The government has unveiled plans to secure full-fibre broadband coverage across all of the UK by 2033, as part of a new telecoms strategy.

The Future Telecoms Infrastructure Review details plans to connect 15m premises to full-fibre broadband by 2025 and equip all new homes with the gigabit capable connections.

Ministers claim the blueprint will lay the groundwork for the rollout of ultrafast 5G mobile internet connections across the country in the coming years too.

Jeremy Wright, the secretary for culture and digital, said the government was committed to establishing “world-class connectivity” for everyone “no matter where they live, work or travel”.

“This radical new blueprint for the future of telecommunications in this country will increase competition and investment in full-fibre broadband, create more commercial opportunity and make it easier and cheaper to roll out,” he added.

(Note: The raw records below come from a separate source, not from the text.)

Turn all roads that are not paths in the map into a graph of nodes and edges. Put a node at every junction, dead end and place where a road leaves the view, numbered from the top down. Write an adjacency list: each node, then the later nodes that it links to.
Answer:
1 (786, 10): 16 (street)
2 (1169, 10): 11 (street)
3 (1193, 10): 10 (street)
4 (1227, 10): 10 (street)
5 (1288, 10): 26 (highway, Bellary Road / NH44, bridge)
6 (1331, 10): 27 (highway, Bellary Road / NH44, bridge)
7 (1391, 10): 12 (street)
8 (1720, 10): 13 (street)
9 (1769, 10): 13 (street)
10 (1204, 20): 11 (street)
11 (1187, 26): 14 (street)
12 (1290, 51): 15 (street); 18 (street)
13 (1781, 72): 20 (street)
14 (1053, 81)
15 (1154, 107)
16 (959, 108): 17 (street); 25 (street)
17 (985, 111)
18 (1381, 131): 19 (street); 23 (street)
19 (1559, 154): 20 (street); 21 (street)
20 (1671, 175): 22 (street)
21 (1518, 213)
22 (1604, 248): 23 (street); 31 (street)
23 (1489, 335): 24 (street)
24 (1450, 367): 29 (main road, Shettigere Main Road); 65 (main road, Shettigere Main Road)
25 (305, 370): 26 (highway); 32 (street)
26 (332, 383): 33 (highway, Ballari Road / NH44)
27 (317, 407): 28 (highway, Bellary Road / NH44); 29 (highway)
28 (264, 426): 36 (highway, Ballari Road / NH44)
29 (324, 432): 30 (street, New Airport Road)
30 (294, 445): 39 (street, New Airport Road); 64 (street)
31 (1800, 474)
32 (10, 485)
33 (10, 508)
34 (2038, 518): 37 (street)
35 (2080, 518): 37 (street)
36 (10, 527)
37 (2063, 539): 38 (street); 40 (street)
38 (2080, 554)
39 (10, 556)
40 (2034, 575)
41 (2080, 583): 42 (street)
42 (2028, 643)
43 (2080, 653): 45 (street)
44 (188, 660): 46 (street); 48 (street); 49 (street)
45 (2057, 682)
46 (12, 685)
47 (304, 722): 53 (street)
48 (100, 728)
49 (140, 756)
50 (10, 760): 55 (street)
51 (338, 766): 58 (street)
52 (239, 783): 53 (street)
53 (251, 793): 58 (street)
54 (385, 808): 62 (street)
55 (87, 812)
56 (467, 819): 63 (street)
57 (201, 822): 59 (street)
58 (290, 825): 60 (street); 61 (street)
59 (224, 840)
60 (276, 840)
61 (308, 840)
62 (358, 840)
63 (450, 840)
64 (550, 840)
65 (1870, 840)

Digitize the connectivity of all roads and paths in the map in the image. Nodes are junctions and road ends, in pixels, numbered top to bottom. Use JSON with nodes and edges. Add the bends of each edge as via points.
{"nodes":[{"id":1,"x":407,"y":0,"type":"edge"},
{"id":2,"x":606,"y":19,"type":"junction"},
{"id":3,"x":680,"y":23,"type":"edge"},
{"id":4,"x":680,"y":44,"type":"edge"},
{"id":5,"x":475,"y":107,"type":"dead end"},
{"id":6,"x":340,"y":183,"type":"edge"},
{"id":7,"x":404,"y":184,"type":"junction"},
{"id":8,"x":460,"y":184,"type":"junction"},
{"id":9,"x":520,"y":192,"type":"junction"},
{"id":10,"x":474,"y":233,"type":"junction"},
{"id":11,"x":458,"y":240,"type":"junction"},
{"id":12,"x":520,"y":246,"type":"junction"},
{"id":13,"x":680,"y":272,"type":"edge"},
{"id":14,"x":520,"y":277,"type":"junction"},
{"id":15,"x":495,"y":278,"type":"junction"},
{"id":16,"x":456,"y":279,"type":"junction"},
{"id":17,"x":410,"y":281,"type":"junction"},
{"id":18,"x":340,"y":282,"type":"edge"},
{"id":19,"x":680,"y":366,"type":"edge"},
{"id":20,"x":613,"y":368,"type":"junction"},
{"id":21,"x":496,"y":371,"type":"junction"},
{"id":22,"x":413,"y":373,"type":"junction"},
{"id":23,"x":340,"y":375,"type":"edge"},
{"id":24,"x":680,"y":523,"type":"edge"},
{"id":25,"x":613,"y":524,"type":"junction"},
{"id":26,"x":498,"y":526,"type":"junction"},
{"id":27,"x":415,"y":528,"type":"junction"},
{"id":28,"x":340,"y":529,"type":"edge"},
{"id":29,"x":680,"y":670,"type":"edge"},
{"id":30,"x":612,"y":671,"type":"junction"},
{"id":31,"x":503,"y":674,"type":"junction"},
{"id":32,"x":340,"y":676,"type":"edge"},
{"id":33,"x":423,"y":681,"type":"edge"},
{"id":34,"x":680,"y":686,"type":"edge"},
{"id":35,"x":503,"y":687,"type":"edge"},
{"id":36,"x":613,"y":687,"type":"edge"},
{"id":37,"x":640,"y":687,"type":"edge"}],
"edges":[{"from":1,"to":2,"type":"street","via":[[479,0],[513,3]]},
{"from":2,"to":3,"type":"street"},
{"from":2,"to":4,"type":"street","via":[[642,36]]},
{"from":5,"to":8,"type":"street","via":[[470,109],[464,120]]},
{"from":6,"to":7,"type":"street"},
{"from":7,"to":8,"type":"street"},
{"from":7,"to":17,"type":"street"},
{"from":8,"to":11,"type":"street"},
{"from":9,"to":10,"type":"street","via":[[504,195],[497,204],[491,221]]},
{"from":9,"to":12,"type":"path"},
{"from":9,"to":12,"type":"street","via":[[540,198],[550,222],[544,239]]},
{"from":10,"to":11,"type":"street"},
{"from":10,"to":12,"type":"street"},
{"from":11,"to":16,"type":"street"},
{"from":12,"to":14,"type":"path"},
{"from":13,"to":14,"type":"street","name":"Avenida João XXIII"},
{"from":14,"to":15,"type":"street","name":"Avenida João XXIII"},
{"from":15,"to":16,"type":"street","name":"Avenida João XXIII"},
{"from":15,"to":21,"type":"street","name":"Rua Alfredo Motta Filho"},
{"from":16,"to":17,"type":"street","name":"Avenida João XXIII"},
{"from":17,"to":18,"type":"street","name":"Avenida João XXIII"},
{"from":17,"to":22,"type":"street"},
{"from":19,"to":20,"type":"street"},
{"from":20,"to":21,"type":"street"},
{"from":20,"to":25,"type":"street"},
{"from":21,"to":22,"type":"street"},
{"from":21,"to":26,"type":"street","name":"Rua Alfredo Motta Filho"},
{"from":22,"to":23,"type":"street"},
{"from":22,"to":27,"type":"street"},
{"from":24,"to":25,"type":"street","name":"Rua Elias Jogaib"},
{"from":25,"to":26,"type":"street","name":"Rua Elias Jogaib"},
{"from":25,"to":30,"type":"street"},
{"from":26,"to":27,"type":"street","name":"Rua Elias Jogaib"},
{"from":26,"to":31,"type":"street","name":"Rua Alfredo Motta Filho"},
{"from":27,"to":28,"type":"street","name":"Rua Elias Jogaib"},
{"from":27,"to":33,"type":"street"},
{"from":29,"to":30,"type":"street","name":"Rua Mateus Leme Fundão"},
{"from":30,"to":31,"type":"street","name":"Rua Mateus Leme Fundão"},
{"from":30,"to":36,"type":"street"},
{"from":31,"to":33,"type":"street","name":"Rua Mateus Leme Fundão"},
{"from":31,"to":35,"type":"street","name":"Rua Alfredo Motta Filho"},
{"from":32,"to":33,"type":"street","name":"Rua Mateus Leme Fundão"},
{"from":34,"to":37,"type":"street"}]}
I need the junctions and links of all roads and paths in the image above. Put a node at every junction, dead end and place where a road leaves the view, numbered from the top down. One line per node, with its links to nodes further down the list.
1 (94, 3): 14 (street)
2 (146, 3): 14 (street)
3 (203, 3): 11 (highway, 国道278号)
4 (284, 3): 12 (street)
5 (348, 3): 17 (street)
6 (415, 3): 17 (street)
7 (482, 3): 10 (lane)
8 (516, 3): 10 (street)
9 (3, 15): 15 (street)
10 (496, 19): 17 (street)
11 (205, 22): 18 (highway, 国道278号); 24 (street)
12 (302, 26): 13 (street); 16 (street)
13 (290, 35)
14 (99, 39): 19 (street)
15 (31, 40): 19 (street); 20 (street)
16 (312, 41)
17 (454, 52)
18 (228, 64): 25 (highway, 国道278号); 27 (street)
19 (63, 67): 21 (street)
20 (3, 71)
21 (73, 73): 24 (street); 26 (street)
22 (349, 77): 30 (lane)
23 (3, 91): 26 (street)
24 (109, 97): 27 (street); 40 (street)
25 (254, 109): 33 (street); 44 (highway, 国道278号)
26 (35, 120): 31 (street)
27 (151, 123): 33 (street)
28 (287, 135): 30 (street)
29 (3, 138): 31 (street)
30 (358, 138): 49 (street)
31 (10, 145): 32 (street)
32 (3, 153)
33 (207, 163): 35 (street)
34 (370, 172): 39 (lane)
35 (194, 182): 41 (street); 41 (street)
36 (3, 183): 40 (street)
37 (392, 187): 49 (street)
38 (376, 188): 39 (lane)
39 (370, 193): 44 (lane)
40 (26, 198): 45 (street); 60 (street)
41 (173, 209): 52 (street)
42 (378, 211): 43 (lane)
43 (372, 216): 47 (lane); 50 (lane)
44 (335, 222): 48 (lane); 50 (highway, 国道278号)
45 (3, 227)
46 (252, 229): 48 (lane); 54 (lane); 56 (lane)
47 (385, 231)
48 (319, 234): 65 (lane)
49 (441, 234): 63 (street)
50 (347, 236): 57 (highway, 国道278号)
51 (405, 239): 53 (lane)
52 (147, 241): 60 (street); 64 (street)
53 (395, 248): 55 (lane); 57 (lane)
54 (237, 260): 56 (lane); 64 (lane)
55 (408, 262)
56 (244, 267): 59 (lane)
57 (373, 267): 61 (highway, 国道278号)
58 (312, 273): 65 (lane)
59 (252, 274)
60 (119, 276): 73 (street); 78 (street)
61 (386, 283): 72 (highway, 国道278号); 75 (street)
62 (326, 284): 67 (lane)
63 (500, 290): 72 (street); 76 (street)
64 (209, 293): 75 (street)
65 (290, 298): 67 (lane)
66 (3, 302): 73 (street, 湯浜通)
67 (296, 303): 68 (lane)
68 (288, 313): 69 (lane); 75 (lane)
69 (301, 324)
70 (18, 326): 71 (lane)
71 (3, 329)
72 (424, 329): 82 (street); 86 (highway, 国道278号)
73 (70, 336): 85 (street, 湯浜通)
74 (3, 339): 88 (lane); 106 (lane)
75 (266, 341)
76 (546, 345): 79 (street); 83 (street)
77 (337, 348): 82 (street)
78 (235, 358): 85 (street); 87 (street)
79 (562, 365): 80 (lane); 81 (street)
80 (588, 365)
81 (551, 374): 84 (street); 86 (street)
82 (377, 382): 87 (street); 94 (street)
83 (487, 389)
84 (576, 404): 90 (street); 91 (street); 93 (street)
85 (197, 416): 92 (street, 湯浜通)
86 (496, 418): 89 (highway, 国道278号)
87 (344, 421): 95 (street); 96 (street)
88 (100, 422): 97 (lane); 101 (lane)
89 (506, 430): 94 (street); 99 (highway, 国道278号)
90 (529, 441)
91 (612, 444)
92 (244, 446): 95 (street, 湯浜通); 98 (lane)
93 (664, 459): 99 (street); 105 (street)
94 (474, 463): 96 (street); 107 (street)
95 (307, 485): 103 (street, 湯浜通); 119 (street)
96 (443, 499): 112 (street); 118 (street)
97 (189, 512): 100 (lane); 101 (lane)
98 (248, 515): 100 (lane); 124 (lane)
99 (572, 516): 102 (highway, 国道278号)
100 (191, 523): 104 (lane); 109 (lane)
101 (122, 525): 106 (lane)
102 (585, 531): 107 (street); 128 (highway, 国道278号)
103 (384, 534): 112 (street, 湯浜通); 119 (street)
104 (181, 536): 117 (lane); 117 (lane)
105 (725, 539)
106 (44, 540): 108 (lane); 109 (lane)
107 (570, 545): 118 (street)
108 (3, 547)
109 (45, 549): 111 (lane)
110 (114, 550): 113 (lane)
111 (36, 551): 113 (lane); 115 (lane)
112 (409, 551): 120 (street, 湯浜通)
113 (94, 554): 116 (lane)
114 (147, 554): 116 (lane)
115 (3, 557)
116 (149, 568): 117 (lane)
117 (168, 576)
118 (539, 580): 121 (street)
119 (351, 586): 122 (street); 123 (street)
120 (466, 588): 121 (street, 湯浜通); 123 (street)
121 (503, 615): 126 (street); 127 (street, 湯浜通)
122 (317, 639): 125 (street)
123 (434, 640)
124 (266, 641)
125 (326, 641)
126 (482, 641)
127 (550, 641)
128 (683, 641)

Just 4 per cent of UK premises have access to full-fibre broadband connections, putting the UK leagues behind other European countries such as Spain and Portugal, where market penetration is 71 and 89 per cent respectively.

Market competition “should deliver full-fibre networks across 80 per cent of the UK if we get the conditions right”, the strategy states. The government estimates that the total required investment will amount to £30bn, with ministers earmarking £3bn-£5bn and expecting industry to stump up the rest.

“It’s clearly an economic priority for the government,” Mark Collins of the full-fibre provider CityFibre told the BBC Today programme this morning. “Clearly we need the right environment, a stable regulatory and policy environment to do that.”

Last month, CityFibre was granted permission to push forward with a judicial review of the Advertising Standards Authority’s decision to allow internet service providers to describe fibre-to-the-cabinet services, which rely on copper, as fibre broadband.

“To get the return, it’s equally important to look at the demand side,” Collins added. “That means avoiding price rises, ensuring switching between networks is simple and ending the years of misleading ‘fake fibre’ advertising.”